今が夏だったら、ひょっとしたら違う料理になっていたかも……。


これを読んで、ほっこりしてもらえたら幸いです。



「……何をしてるんですか?」

 料理長が、不思議そうに訊いた。

 莉奈が、スープを取り終えた骨や野菜を捨てた後、もう一つの寸胴鍋にスープを取り分けていたからだ。

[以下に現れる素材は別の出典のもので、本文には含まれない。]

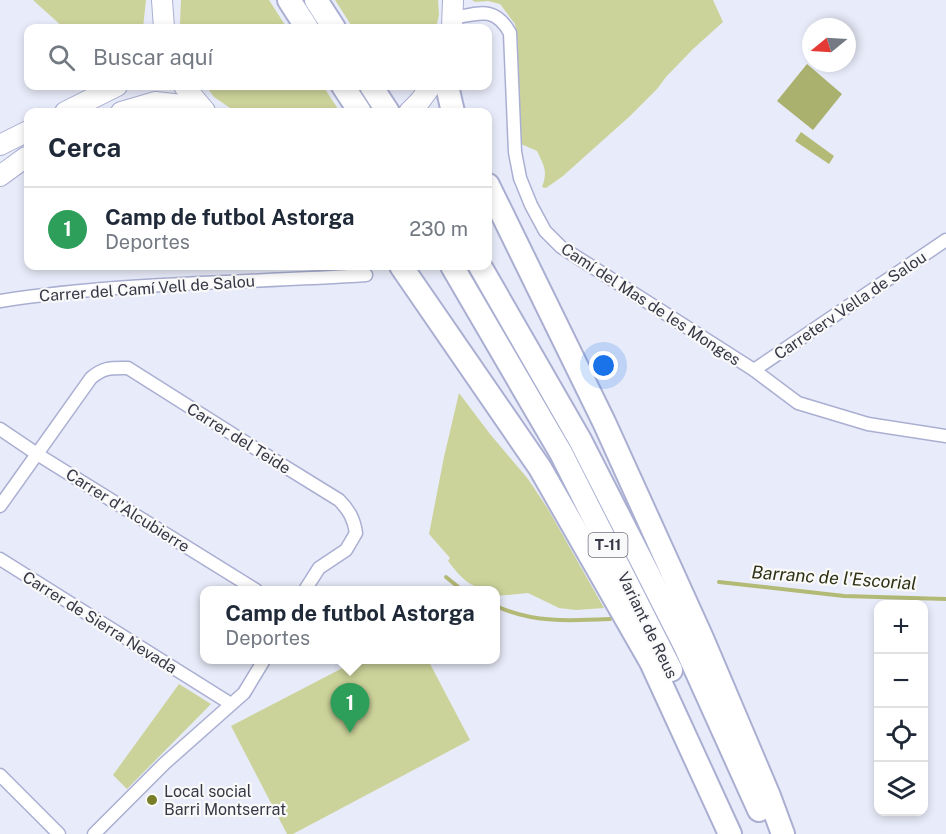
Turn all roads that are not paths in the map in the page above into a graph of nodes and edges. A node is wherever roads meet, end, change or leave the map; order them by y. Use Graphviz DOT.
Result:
graph roads {
  1 [pos="162,0"];
  2 [pos="288,0"];
  3 [pos="316,0"];
  4 [pos="452,15"];
  5 [pos="162,24"];
  6 [pos="304,24"];
  7 [pos="331,24"];
  8 [pos="109,90"];
  9 [pos="187,90"];
  10 [pos="346,90"];
  11 [pos="374,90"];
  12 [pos="448,90"];
  13 [pos="73,108"];
  14 [pos="135,108"];
  15 [pos="191,108"];
  16 [pos="201,108"];
  17 [pos="357,108"];
  18 [pos="385,108"];
  19 [pos="452,108"];
  20 [pos="24,132"];
  21 [pos="0,145"];
  22 [pos="24,158"];
  23 [pos="24,158"];
  24 [pos="0,170"];
  25 [pos="0,176"];
  26 [pos="492,193"];
  27 [pos="946,240"];
  28 [pos="404,270"];
  29 [pos="454,270"];
  30 [pos="482,270"];
  31 [pos="366,275"];
  32 [pos="0,301"];
  33 [pos="753,370"];
  34 [pos="0,429"];
  35 [pos="946,436"];
  36 [pos="37,454"];
  37 [pos="0,506"];
  38 [pos="0,559"];
  39 [pos="248,586"];
  40 [pos="308,586"];
  41 [pos="262,664"];
  42 [pos="231,704"];
  43 [pos="0,775"];
  44 [pos="59,834"];
  45 [pos="94,834"];
  46 [pos="730,834"];
  47 [pos="744,834"];
  48 [pos="768,834"];
  49 [pos="783,834"];
  1 -- 5 [label="main road"];
  2 -- 6 [label="highway"];
  3 -- 7 [label="highway"];
  4 -- 33 [label="street, Camí del Mas de les Monges"];
  8 -- 13 [label="main road"];
  9 -- 16 [label="main road"];
  10 -- 17 [label="highway"];
  11 -- 18 [label="highway"];
  12 -- 19 [label="highway"];
  14 -- 15 [label="main road"];
  20 -- 21 [label="main road"];
  22 -- 24 [label="main road"];
  23 -- 25 [label="main road"];
  26 -- 49 [label="highway"];
  27 -- 33 [label="street, Carreterv Vella de Salou"];
  28 -- 46 [label="highway"];
  29 -- 47 [label="highway, Variant de Reus / T-11"];
  30 -- 48 [label="highway, Variant de Reus / T-11"];
  31 -- 32 [label="street, Carrer del Camí Vell de Salou"];
  33 -- 35 [label="street, Camí del Mas de les Monges"];
  34 -- 36 [label="street, Carrer d'Alcubierre"];
  36 -- 37 [label="street"];
  36 -- 39 [label="street, Carrer d'Alcubierre"];
  36 -- 40 [label="street, Carrer del Teide"];
  38 -- 42 [label="street, Carrer de Sierra Nevada"];
  41 -- 42 [label="street"];
  42 -- 45 [label="street"];
  43 -- 44 [label="street"];
}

「ん? あー……どうせなら、半分はクリームシチューにでもしようかと」

 カレーでもイイのだか、残念な事にそこまでのスパイスがない。

 トマトがあればトマト煮にも出来る。

 でも、パンに合うのはクリームシチューかな……と。

「クリームシチュー……?」

 耳にした事もないのだろう、料理長どころか皆の頭にハテナが見える。

「まぁ、ミルクスープみたいな物かな…?」

 と近そうな物で表現した。個人的には全然違うと思うけど。

 牛乳を入れる点では似てなくもない。

「えーーー!?」

 何故かモニカのブーイングが聞こえた。

 思わずチラリと見てみれば

「私、ミルクスープ嫌いなのに~」

 と口を尖らせていた。



 ……しらんがな!

 モニカのために、作ってないし……。

 ……って食べる気満々かよ!!



 ブーイングのモニカはさておき、莉奈は2つに分けた鍋の中に、皮を剥いたジャガイモ、人参、玉ねぎを切って各々に入れる。

 塩は最後に入れるとして、これで片方は、ポトフが完成した。

 本当は、鶏肉とかソーセージを入れたい処だが、なんかみんな食べる気満々だし……贅沢品は入れないでおく。



「それは?」

 と訊きたそうにしているリック料理長達を無視して、とりあえず莉奈はホワイトソースを中鍋で作っていた。

 聞き始めたら、キリがなさそうなので内心謝りつつサクサク作る。リック料理長なんか真剣過ぎて怖いくらいだった。邪魔しない様にしつつ、目に焼き付けている様だ。


 小麦粉も、薄力粉しか無かったらどうしようかと思ったが、さっき見たら中力粉があったのでとりあえずパンは作れる。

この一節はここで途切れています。